STS can be useful in:

Evaluating the randomness of bitstreams produced by hardware and software key generators for cryptographic applications.
Evaluating the quality of pseudo random number generators used in simulation and modeling applications.

Usage

Requirements

STS version 3 requires the external library fftw3 to be installed in your system. This library is also available to install in most of the package managers with the name fftw3. We recommend that you compile STS version 3 with version 3.3.3 or later of fftw.

If you are not able to install fftw3 in your system, but you still want to use STS, you can compile the program with the command make legacy instead of make. This command will make STS use another algorithm to compute the discrete fourier transform, which is slower but does not require external libraries.

Get data to test

As mentioned above, STS has been developed with the goal of testing the randomness of data. Therefore, if you want to use STS, the first thing to do it to get some data generated by a pseudo-random number generator.

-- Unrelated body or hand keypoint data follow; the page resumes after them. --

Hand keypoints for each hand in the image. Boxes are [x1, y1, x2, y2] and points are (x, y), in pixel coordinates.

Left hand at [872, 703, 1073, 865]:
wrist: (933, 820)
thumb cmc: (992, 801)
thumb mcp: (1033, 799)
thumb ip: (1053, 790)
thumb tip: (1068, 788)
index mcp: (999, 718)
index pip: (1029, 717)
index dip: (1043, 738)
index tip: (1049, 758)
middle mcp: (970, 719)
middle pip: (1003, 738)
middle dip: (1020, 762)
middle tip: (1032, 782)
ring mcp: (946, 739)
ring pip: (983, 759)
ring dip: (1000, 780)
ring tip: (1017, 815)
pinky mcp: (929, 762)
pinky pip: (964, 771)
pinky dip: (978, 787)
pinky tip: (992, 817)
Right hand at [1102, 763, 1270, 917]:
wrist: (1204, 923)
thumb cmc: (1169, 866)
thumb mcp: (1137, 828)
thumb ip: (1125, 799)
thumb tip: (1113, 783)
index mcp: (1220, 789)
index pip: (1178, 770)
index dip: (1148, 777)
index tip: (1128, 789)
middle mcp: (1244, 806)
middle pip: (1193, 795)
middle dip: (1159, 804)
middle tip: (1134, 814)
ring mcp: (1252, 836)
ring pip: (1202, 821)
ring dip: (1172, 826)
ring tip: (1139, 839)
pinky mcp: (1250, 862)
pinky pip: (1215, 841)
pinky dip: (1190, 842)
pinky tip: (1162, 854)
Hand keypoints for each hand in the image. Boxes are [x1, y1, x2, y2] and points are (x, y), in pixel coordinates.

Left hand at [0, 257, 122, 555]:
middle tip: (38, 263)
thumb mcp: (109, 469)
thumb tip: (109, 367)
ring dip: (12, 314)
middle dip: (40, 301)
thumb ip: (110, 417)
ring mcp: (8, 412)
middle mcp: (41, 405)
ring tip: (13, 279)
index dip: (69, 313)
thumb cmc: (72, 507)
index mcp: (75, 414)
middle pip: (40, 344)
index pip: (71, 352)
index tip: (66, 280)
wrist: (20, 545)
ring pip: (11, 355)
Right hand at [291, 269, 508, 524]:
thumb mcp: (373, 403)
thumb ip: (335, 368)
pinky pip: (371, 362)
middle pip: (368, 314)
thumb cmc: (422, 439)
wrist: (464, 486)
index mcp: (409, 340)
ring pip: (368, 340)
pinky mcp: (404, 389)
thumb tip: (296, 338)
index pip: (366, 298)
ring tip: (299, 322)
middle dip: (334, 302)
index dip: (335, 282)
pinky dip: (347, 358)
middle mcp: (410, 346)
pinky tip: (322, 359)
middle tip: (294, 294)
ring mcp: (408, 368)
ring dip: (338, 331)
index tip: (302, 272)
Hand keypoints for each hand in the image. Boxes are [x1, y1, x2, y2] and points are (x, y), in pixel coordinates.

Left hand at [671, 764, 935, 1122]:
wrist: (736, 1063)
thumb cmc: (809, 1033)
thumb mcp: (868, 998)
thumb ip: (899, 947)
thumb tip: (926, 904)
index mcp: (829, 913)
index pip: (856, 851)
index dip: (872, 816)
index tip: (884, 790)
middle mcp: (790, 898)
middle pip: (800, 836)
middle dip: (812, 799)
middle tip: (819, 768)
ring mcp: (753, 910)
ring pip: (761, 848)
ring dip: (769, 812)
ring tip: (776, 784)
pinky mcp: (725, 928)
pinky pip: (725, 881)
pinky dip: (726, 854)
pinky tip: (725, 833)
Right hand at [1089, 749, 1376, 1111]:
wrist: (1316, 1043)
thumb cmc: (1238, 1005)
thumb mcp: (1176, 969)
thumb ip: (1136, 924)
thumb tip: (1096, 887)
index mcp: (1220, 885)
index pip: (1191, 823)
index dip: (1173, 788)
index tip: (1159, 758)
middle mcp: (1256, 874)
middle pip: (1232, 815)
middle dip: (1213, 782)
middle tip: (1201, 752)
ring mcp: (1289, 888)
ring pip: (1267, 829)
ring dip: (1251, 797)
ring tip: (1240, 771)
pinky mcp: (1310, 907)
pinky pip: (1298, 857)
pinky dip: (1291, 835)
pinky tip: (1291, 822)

The Google Drive sts-data folder contains some data generated by the 9 built-in PRNGs originally provided by NIST as part of STS, for everyone to test (refer to the README.txt there for more information on it).

How to run

For a basic usage of STS, there is only one parameter you have to choose, which is the number of iterations.

The data will be processed in number of iterations chunks of a predefined length of a single bitstream (which, by default, is 2^20 = 1048576).

Therefore, it's required that the size of the data you use as input is at least:

[(number of iterations) * (length of a single bitstream) / 8] BYTES

When the number of iterations is high, the the results will be more accurate but the the test will be slower.

Once you have chosen the data to test and the number of iterations and cloned the repository, cd into the sts folder, run make and then you can use the program as follows:

$ ./sts -v 1 -i 32 -I 1 -w . -F r /path/to/random/data

Here is the meaning of the flags and the argument used in the example command:

[-v 1] indicates that we want a verbosity level of 1 for the printed output (optional)
[-i 32] indicates that we want to run 32 iterations (choose bigger numbers when possible)
[-I 1] indicates that we want the program to tell us every time it finishes testing 1 bitstream (optional)
[-w .] indicates the path of the folder where you want to store the testing results
[-F r] indicates that that data will be read as raw binary data (a --> files of ASCII '0'/'1' characters)
[/path/to/random/data] indicates the path of the data we want to use as input

By default, STS will use as many threads as the number of cores of the machine where it runs (to speed up the processing). If you want to specify a custom number of threads to use, you can do that with the -T numOfThreads additional flag. If you want to disable multi-threading, use the -T 1 flag.

After the run is completed a report will be generated in a file called result.txt.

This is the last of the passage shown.